With impetus from the park's active safety committee, concern over road safety developed during the superintendency of Ken Apschnikat. The monument suggested a number of measures to improve motoring conditions in the area. To alleviate a growing number of visitor complaints, Apschnikat requested the department in 1985 install monument directional signs at the junction of U.S. Highway 23 and 35 to the northeast of Chillicothe. Because of the monument's comparatively low visitation figures, state engineers refused to honor the request. [32]

Issues related to parks, recreation, and tourism in the Chillicothe area usually involve participation and professional input from NPS. These issues, closely related to the park's mission, necessitated forming partnership relations between all levels of government. Mound City Group lent its support to local and state efforts to develop Mount Logan State Park in the mid-1960s. During the 1965 visitor season, the first exchange of evening interpretive campfire programs occurred between the area's state parks and Mound City Group. Superintendent John C. W. Riddle served as an instructor at the Ohio Department of Natural Resources, Division of Parks and Recreation's annual Regional Interpretive Training Program at Pike Lake State Park in April 1965. Natural and cultural resource preservation were primary agenda items the following year as Superintendent James Coleman attended meetings of the South Central Ohio Preservation Society, serving Ross, Vinton, Pike, and Jackson counties. [33]

Perhaps the most vexing issue confronting Mound City Group managers entailed how to accommodate or deflect requests for use of monument grounds for special recreational events. Many activities simply did not lend themselves to the monument's mission of preserving and interpreting the Hopewell culture. Like the persistent local demand to have picnicking facilities, this and other recreational uses emerged from decades of local visitor use that the public fully expected to continue. Each year came requests to hold Easter egg hunts. While this innocent activity used to take place atop the mounds themselves, following park development in the early 1960s, the groups of young children searching for colored eggs and candies were accommodated on the mowed lawns of the visitor center. In 1966, James Coleman directed it be moved away from areas of heavy visitor use and the Chillicothe Child Guidance Club was the first to hold its annual egg-hunt on the lawn behind the superintendent's residence. [34]

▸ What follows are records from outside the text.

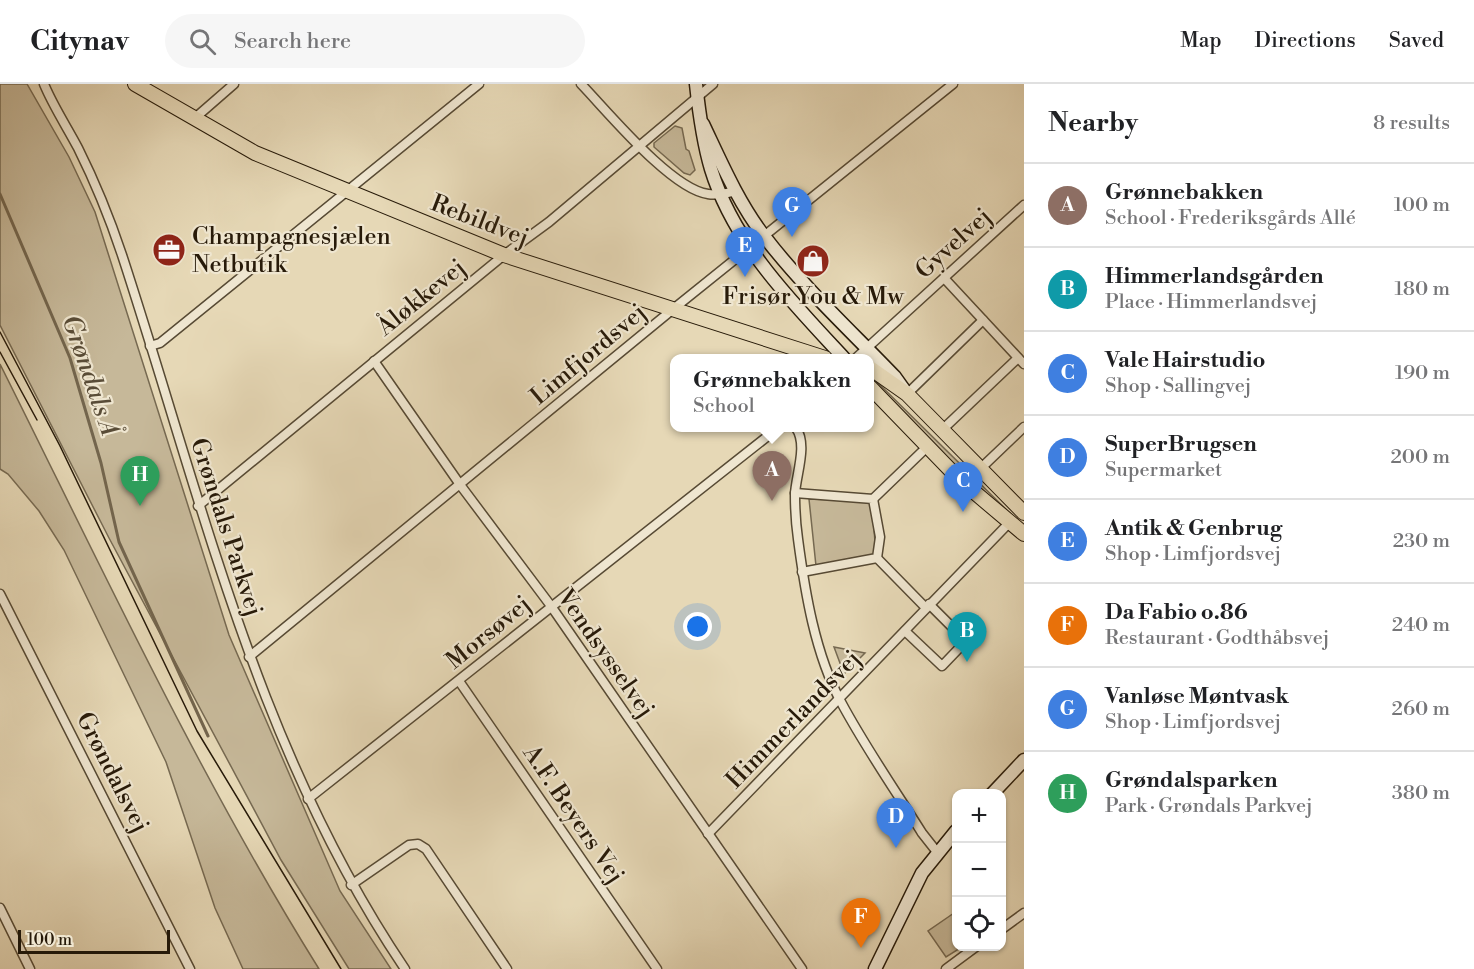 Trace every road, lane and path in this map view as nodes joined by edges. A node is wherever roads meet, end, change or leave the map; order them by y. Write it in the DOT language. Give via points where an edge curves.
graph roads {
  1 [pos="45,84"];
  2 [pos="135,84"];
  3 [pos="234,84"];
  4 [pos="478,84"];
  5 [pos="581,84"];
  6 [pos="713,84"];
  7 [pos="953,84"];
  8 [pos="696,90"];
  9 [pos="195,118"];
  10 [pos="703,124"];
  11 [pos="641,146"];
  12 [pos="345,191"];
  13 [pos="736,191"];
  14 [pos="721,194"];
  15 [pos="1024,205"];
  16 [pos="764,236"];
  17 [pos="749,248"];
  18 [pos="504,255"];
  19 [pos="944,278"];
  20 [pos="672,310"];
  21 [pos="983,320"];
  22 [pos="150,346"];
  23 [pos="867,349"];
  24 [pos="812,354"];
  25 [pos="841,354"];
  26 [pos="861,354"];
  27 [pos="872,354"];
  28 [pos="874,356"];
  29 [pos="375,360"];
  30 [pos="1021,361"];
  31 [pos="874,371"];
  32 [pos="874,391"];
  33 [pos="907,394"];
  34 [pos="1024,427"];
  35 [pos="942,430"];
  36 [pos="773,432"];
  37 [pos="799,432"];
  38 [pos="927,447"];
  39 [pos="979,470"];
  40 [pos="461,486"];
  41 [pos="795,493"];
  42 [pos="873,499"];
  43 [pos="198,506"];
  44 [pos="1024,513"];
  45 [pos="1010,522"];
  46 [pos="1024,534"];
  47 [pos="877,558"];
  48 [pos="802,572"];
  49 [pos="0,594"];
  50 [pos="550,606"];
  51 [pos="928,606"];
  52 [pos="905,631"];
  53 [pos="249,657"];
  54 [pos="459,681"];
  55 [pos="840,701"];
  56 [pos="1024,760"];
  57 [pos="997,789"];
  58 [pos="309,799"];
  59 [pos="708,834"];
  60 [pos="952,836"];
  61 [pos="937,852"];
  62 [pos="351,885"];
  63 [pos="0,909"];
  64 [pos="1024,912"];
  65 [pos="1006,926"];
  66 [pos="970,951"];
  67 [pos="30,969"];
  68 [pos="190,969"];
  69 [pos="405,969"];
  70 [pos="507,969"];
  71 [pos="657,969"];
  72 [pos="802,969"];
  73 [pos="875,969"];
  74 [pos="947,969"];
  1 -- 22 [label="street, Grøndals Parkvej" via="101,200"];
  2 -- 9 [label="main road, Rebildvej"];
  3 -- 9 [label="street"];
  4 -- 12 [label="street"];
  5 -- 11 [label="street"];
  6 -- 8 [label="street, Åløkkevej"];
  7 -- 16 [label="street, Limfjordsvej"];
  8 -- 10 [label="street"];
  8 -- 11 [label="street, Åløkkevej"];
  9 -- 12 [label="main road, Rebildvej" via="255,153"];
  10 -- 13 [label="street"];
  10 -- 14 [label="street"];
  11 -- 14 [label="street" via="688,187"];
  11 -- 18 [label="street, Åløkkevej"];
  12 -- 18 [label="main road, Rebildvej"];
  12 -- 22 [label="street" via="160,343"];
  13 -- 14 [label="street"];
  13 -- 16 [label="street"];
  14 -- 17 [label="street"];
  15 -- 19 [label="street, Gyvelvej"];
  16 -- 17 [label="street, Limfjordsvej"];
  16 -- 23 [label="street"];
  17 -- 20 [label="street, Limfjordsvej"];
  17 -- 25 [label="street"];
  18 -- 20 [label="main road, Rebildvej"];
  18 -- 29 [label="street, Åløkkevej"];
  19 -- 21 [label="street"];
  19 -- 23 [label="street, Gyvelvej"];
  20 -- 24 [label="main road, Rebildvej"];
  20 -- 40 [label="street, Limfjordsvej"];
  21 -- 30 [label="street"];
  21 -- 33 [label="street"];
  22 -- 43 [label="street, Grøndals Parkvej"];
  23 -- 26 [label="street, Gyvelvej"];
  23 -- 27 [label="street"];
  28 -- 33 [label="street"];
  29 -- 40 [label="street, Vendsysselvej"];
  29 -- 43 [label="street, Åløkkevej"];
  30 -- 35 [label="street"];
  31 -- 33 [label="main road"];
  32 -- 38 [label="main road"];
  33 -- 35 [label="main road"];
  34 -- 39 [label="street"];
  35 -- 39 [label="main road"];
  36 -- 50 [label="street, Morsøvej"];
  37 -- 41 [label="street"];
  38 -- 42 [label="street"];
  38 -- 45 [label="main road"];
  39 -- 44 [label="main road"];
  40 -- 50 [label="street, Vendsysselvej"];
  40 -- 53 [label="street, Limfjordsvej"];
  41 -- 42 [label="street"];
  41 -- 48 [label="street"];
  42 -- 47 [label="street" via="880,537"];
  43 -- 53 [label="street, Grøndals Parkvej"];
  45 -- 46 [label="main road"];
  45 -- 51 [label="street, Himmerlandsvej"];
  47 -- 48 [label="street"];
  47 -- 51 [label="street"];
  48 -- 55 [label="street"];
  49 -- 68 [label="street, Grøndalsvej"];
  50 -- 54 [label="street, Morsøvej"];
  50 -- 59 [label="street, Vendsysselvej"];
  51 -- 52 [label="street, Himmerlandsvej"];
  51 -- 52 [label="street" via="966,641 942,666"];
  52 -- 55 [label="street, Himmerlandsvej"];
  53 -- 58 [label="street, Grøndals Parkvej"];
  54 -- 58 [label="street, Morsøvej"];
  54 -- 71 [label="street, A.F. Beyers Vej"];
  55 -- 59 [label="street, Himmerlandsvej"];
  55 -- 61 [label="street"];
  56 -- 57 [label="street"];
  58 -- 62 [label="street, Grøndals Parkvej"];
  59 -- 72 [label="street, Vendsysselvej"];
  60 -- 61 [label="street"];
  61 -- 73 [label="street" via="922,873"];
  62 -- 69 [label="street, Grøndals Parkvej"];
  62 -- 70 [label="street" via="409,845 418,844 426,849"];
  63 -- 67 [label="street"];
  64 -- 65 [label="street"];
  66 -- 74 [label="street"];
} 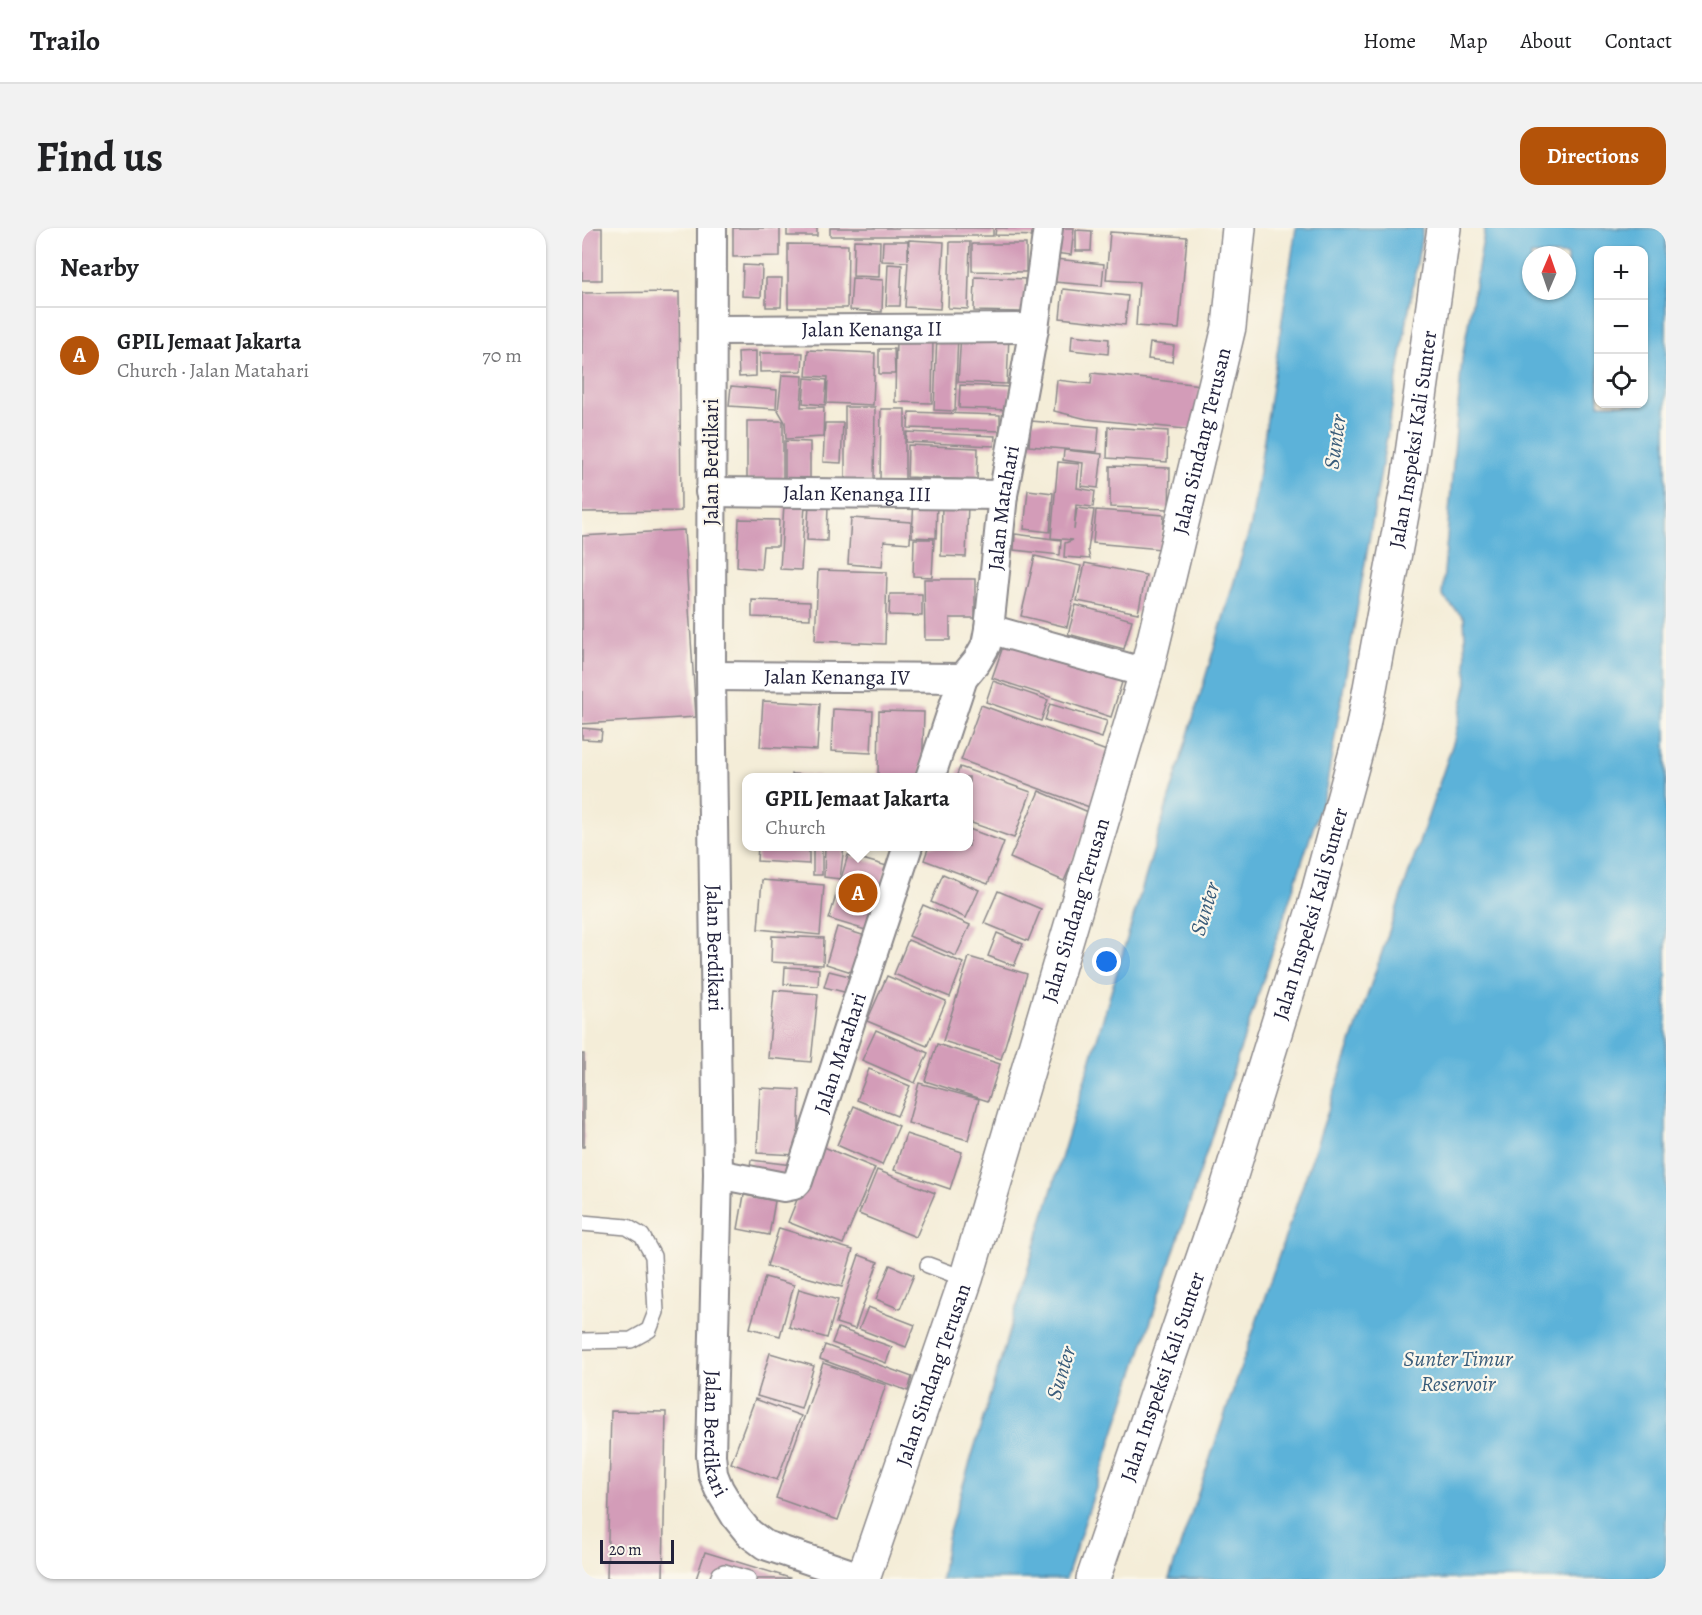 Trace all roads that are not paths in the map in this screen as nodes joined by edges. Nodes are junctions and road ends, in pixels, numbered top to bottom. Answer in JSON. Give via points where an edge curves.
{"nodes":[{"id":1,"x":712,"y":228,"type":"edge"},
{"id":2,"x":1048,"y":228,"type":"edge"},
{"id":3,"x":1239,"y":228,"type":"edge"},
{"id":4,"x":1444,"y":228,"type":"edge"},
{"id":5,"x":1034,"y":328,"type":"junction"},
{"id":6,"x":712,"y":330,"type":"junction"},
{"id":7,"x":710,"y":492,"type":"junction"},
{"id":8,"x":1003,"y":495,"type":"junction"},
{"id":9,"x":989,"y":629,"type":"junction"},
{"id":10,"x":1146,"y":673,"type":"junction"},
{"id":11,"x":711,"y":676,"type":"junction"},
{"id":12,"x":963,"y":678,"type":"junction"},
{"id":13,"x":931,"y":773,"type":"edge"},
{"id":14,"x":906,"y":851,"type":"edge"},
{"id":15,"x":718,"y":1174,"type":"junction"},
{"id":16,"x":582,"y":1223,"type":"edge"},
{"id":17,"x":928,"y":1265,"type":"dead end"},
{"id":18,"x":966,"y":1279,"type":"junction"},
{"id":19,"x":582,"y":1341,"type":"edge"},
{"id":20,"x":718,"y":1579,"type":"edge"},
{"id":21,"x":748,"y":1579,"type":"edge"},
{"id":22,"x":863,"y":1579,"type":"edge"},
{"id":23,"x":1093,"y":1579,"type":"edge"}],
"edges":[{"from":1,"to":6,"type":"street","name":"Jalan Berdikari"},
{"from":2,"to":5,"type":"street","name":"Jalan Matahari"},
{"from":3,"to":10,"type":"street","name":"Jalan Sindang Terusan","via":[[1228,327]]},
{"from":4,"to":23,"type":"street","name":"Jalan Inspeksi Kali Sunter","via":[[1408,482],[1363,726],[1314,907],[1228,1185]]},
{"from":5,"to":6,"type":"street","name":"Jalan Kenanga II"},
{"from":5,"to":8,"type":"street","name":"Jalan Matahari"},
{"from":6,"to":7,"type":"street","name":"Jalan Berdikari"},
{"from":7,"to":8,"type":"street","name":"Jalan Kenanga III"},
{"from":7,"to":11,"type":"street","name":"Jalan Berdikari"},
{"from":8,"to":9,"type":"street","name":"Jalan Matahari"},
{"from":9,"to":10,"type":"street"},
{"from":9,"to":12,"type":"street","name":"Jalan Matahari","via":[[986,645]]},
{"from":10,"to":18,"type":"street","name":"Jalan Sindang Terusan"},
{"from":11,"to":12,"type":"street","name":"Jalan Kenanga IV"},
{"from":11,"to":15,"type":"street","name":"Jalan Berdikari"},
{"from":12,"to":13,"type":"street","name":"Jalan Matahari"},
{"from":14,"to":15,"type":"street","name":"Jalan Matahari","via":[[798,1181],[784,1186]]},
{"from":15,"to":22,"type":"street","name":"Jalan Berdikari","via":[[713,1474],[736,1517],[765,1545]]},
{"from":16,"to":19,"type":"lane","via":[[627,1227],[642,1236],[653,1256],[656,1312],[649,1330],[631,1340]]},
{"from":17,"to":18,"type":"lane"},
{"from":18,"to":22,"type":"street","name":"Jalan Sindang Terusan"},
{"from":20,"to":21,"type":"lane","via":[[724,1572]]}]}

Because the growing area needed more recreational space, Coleman participated in the August 1966 formation of a tourism promotion group attended by representatives of the Optimist Club, Chamber of Commerce, Adena State Memorial, Ross County Historical Society, Mead Paper Company, Ross County Automobile Club, and the Ohio Historical Society. Eugene Rigney of the Ross County Historical Society made it clear to the attendees of the key role Mound City Group National Monument played in the area's tourism economy. Rigney set forth his agenda for what the National Park Service should accomplish, including building a "Treasury Room" to display Mound City Group artifacts held at the Ohio Historical Society Museum, acquire land to construct a memorial to Camp Sherman, and rebuild the old picnic shelter. Rigney related his nagging fear that the monument could one day be turned over to the state, a move that he strongly opposed.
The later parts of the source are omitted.